3 cool technologies that could save the world's water

California running out of water
California running out of water

One company uses moss to clean water, while another purifies it by passing it through stone. A third promises a new technology that can cut the cost of turning sea water into drinking water by 70%.

All these firms are out of Minnesota, where talent from a longstanding group of industries is combining with growing demand for water from places like California to create a thriving scene for water tech startups.

Here's how these new technologies work:

Moss

On a return flight from Europe several years back, David Knighton, a retired Minneapolis-area surgeon, was reading an article on how injured WWI soldiers who had their wounds staunched with sphagnum moss had a higher survival rate than those that used cotton.

Being a doctor, he figured the moss must have had anti-bacterial property.
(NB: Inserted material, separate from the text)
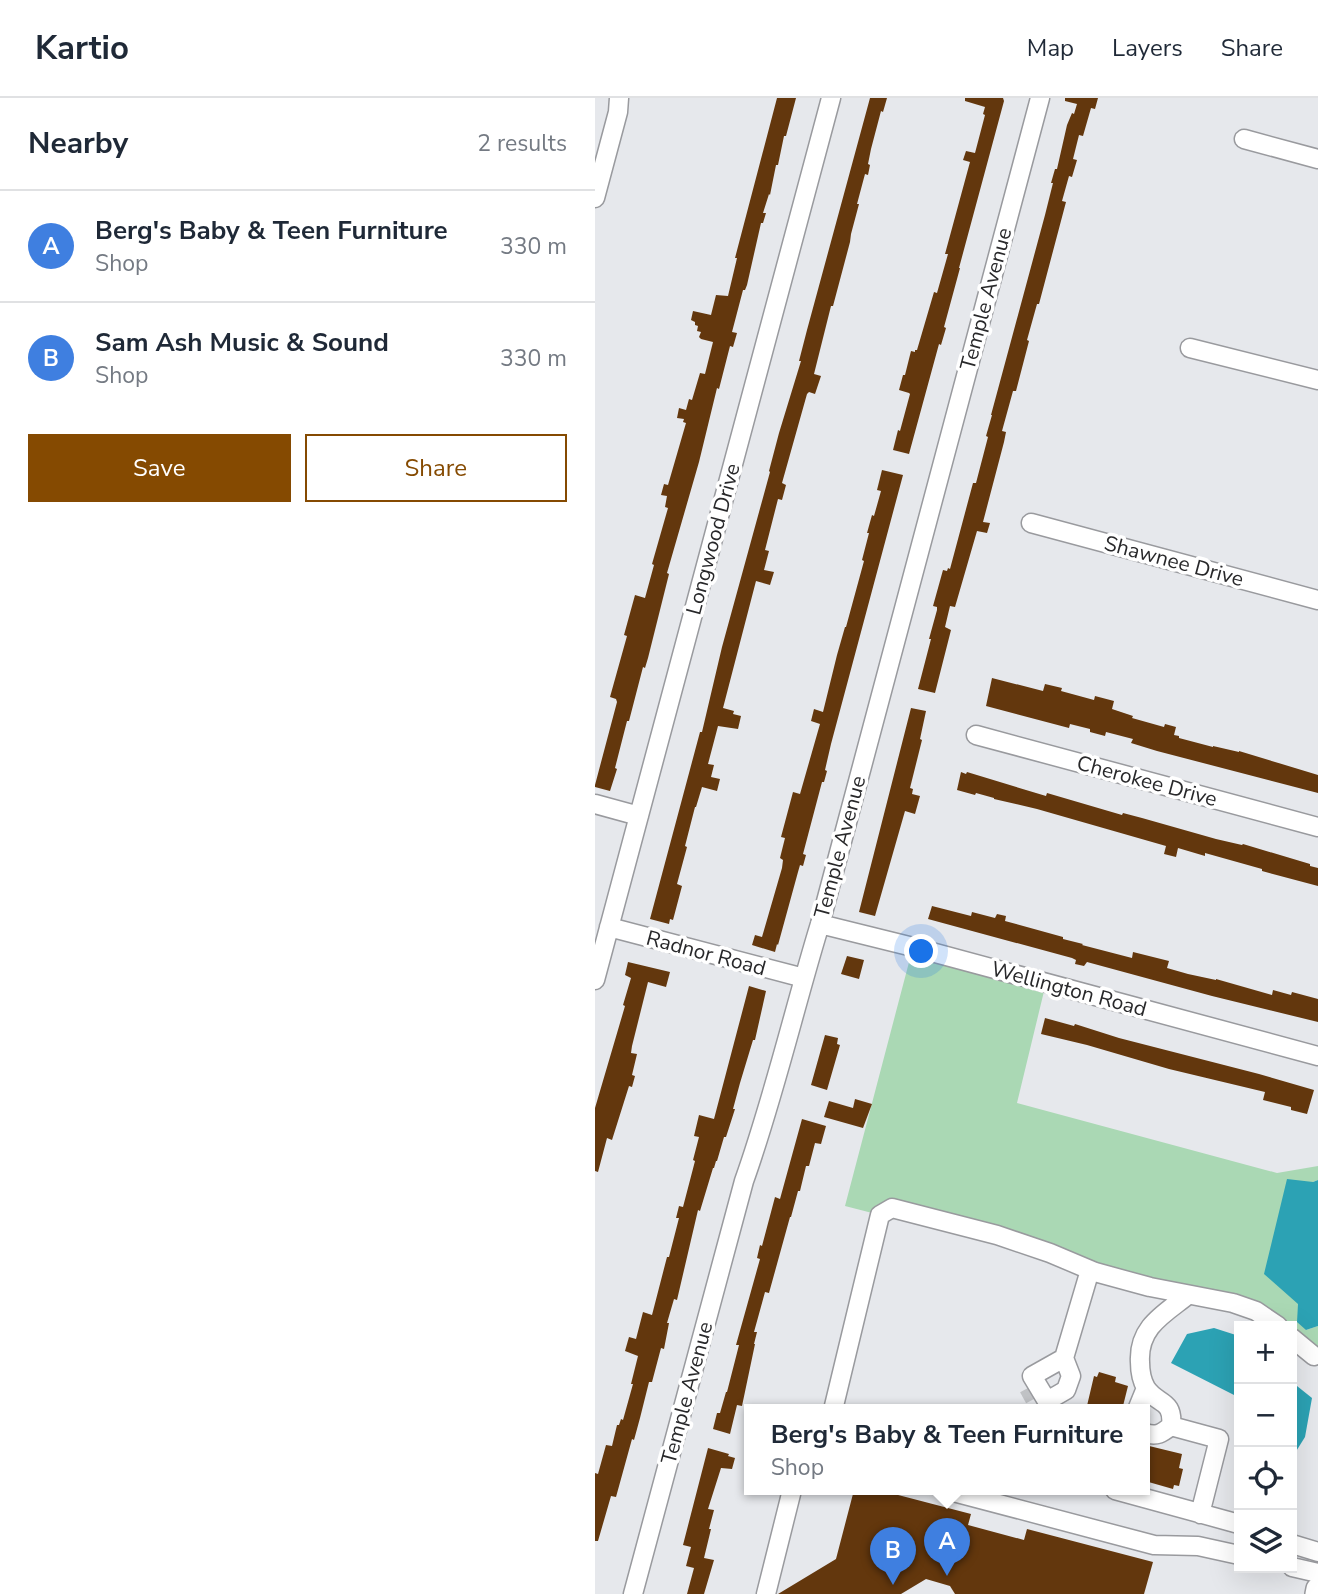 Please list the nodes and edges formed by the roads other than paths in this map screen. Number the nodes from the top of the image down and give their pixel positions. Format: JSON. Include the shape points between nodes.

Research in old medical journals confirmed his theory.

Knighton is now CEO of Creative Water Solutions, which uses a variety of the moss to purify water. In residential swimming pools and spas, the moss is packaged into a sleeve near the filter. Its cleaning properties reduce the need for chemicals, take the chlorine smell out of the water and extend the life of filtration equipment.

moss clean water
The moss currently used and seen here is imported from New Zealand, but there are plans to harvest it from northern Minnesota.

In larger industrial applications, crates of the moss are lowered into the water, where properties from the moss diffuse into the pool. Cleaner water means industries can reuse it several times before having to dump it, reducing water usage by 40%.

Sales at the company are growing 30%-40% per year, said Knighton, and the technology is now employed in hundreds of industrial facilities and thousands of residential pools around the country.

"As with any disruptive technology, sales take a while because people just don't believe you," he said.

Chemicals

It may seem counter-intuitive to clean water with chemicals.

But Advanced Water Recovery uses chemicals to turn salt water into drinking water, then uses a proprietary process to filter the chemicals back out.

awr process
AWR's process: Salty water in; clean, desalinated water out.

The firm is currently building a demonstration plant in Pennsylvania -- where it aims to clean water used in the fracking process. But the real prize would be building plants that make drinking water out of seawater, said William Kohl, the company's head of business development.

Kohl said his firm can desalinate water for 70% less than current technologies. Cost is generally the biggest factor keeping more drought-prone regions from buildings these plants.

If all goes well in Pennsylvania, Kohl said the firm plans on moving into the drinking water space. Already, he said demand has been so great from California companies and municipalities that they "can't even respond."

Stone

It seems improbable, but water does pass through stone. And when it does, it's often cleaned of salt or other pollutants.

Nanostone, located outside Minneapolis, uses ceramics -- basically manufactured stone -- to purify water. The ceramics take the place of plastic membranes in traditional water purification technologies, but are much more durable. Here again, the idea is that if water is cleaned, it can be used over and over again in industrial processes.

clean water Nanostone
Dirty water enters the honeycomb-like holes in this tube, is pushed through the ceramic with pressure, and emerges clean.

Using ceramic is not new, but it's traditionally been four or five times more expensive than plastic. Nanostone uses a new honeycomb-like design and materials to make it durable like ceramic but cheap like plastic.

The company was originally based in Germany but relocated to the United States last year after it was acquired by a Chicago private equity firm. Proximity to talented employees was one reason why the Twin Cities region was chosen, said Steve Poirier, Nanostone's chief marketing officer.

Related: This wifi sprinkler can cut water use 30%

No one really knows how the Minneapolis-St. Paul area became a hotbed of water technology. Perhaps it's all the lakes and rivers to begin with, or the fact that the area's traditional industry -- agriculture -- uses a lot of water.

But there are hundreds of water-based businesses in the state, exporting over $700 million in water technology and employing nearly 16,000 people, according to the state department of economic development.

Former employees of the state's big, established water companies such as GE (GE), Dow (DOW) and 3M (MMM) are starting their own water firms. The university is focusing academic research around the subject and now runs hundreds of water-related programs.

The regional economic development authority has hired a consultant to explore making the sector an official "cluster," where water businesses would pay a fee and in return get support in things like regulatory guidance and marketing.

"It's starting to look more and more like the clusters in Boston or Silicon Valley, " said Snehal Desai, global business director for Dow's water division.

Creative Water Solutions' Knighton has his own theory as to why there are so many water startups in the area.

"The long winters make you think about things," he said.